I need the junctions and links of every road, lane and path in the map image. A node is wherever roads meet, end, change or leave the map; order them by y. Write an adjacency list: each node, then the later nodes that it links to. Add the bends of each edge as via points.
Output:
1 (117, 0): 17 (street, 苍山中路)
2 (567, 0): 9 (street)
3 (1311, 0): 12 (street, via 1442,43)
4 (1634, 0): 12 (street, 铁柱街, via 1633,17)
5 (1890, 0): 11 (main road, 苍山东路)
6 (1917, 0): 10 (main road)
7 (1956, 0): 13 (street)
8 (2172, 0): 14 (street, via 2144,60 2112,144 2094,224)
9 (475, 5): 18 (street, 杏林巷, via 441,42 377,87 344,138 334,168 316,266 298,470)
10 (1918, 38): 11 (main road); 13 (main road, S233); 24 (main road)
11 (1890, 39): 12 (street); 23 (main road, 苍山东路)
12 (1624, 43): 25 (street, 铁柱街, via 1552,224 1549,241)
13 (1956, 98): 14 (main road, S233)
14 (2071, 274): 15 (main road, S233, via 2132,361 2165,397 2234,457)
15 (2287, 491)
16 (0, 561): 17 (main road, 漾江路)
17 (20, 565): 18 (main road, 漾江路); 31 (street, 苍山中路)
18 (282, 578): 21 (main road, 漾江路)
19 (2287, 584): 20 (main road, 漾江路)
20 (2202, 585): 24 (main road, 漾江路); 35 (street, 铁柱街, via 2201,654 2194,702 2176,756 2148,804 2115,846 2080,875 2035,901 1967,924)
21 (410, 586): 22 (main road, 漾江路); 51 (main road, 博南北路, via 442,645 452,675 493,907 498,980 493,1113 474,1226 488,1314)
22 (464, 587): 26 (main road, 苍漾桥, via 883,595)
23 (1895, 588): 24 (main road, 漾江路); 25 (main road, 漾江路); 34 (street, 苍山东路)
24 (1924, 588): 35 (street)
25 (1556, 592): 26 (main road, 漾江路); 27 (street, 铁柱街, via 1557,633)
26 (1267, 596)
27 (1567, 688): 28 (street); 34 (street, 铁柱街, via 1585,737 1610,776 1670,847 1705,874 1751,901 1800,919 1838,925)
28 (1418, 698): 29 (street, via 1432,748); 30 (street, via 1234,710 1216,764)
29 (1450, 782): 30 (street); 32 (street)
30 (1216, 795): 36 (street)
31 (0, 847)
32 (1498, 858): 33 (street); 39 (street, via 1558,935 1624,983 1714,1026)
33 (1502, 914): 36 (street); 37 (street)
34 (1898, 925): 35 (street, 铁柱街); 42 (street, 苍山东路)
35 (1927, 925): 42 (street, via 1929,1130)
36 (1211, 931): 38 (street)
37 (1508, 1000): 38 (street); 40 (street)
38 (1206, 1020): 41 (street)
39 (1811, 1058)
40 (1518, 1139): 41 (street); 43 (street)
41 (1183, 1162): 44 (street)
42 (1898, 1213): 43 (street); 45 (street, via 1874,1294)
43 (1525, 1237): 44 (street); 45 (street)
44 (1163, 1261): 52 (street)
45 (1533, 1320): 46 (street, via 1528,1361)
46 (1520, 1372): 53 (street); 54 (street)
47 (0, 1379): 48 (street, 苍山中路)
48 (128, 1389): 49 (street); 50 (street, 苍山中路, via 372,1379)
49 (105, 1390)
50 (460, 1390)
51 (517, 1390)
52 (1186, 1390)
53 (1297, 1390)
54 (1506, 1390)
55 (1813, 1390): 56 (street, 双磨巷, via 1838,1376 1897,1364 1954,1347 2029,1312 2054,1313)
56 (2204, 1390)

▸ Instructions for the task
Return each line above where the word "苍山中路" shows up.

▸ Result of this exercise
1 (117, 0): 17 (street, 苍山中路)
17 (20, 565): 18 (main road, 漾江路); 31 (street, 苍山中路)
47 (0, 1379): 48 (street, 苍山中路)
48 (128, 1389): 49 (street); 50 (street, 苍山中路, via 372,1379)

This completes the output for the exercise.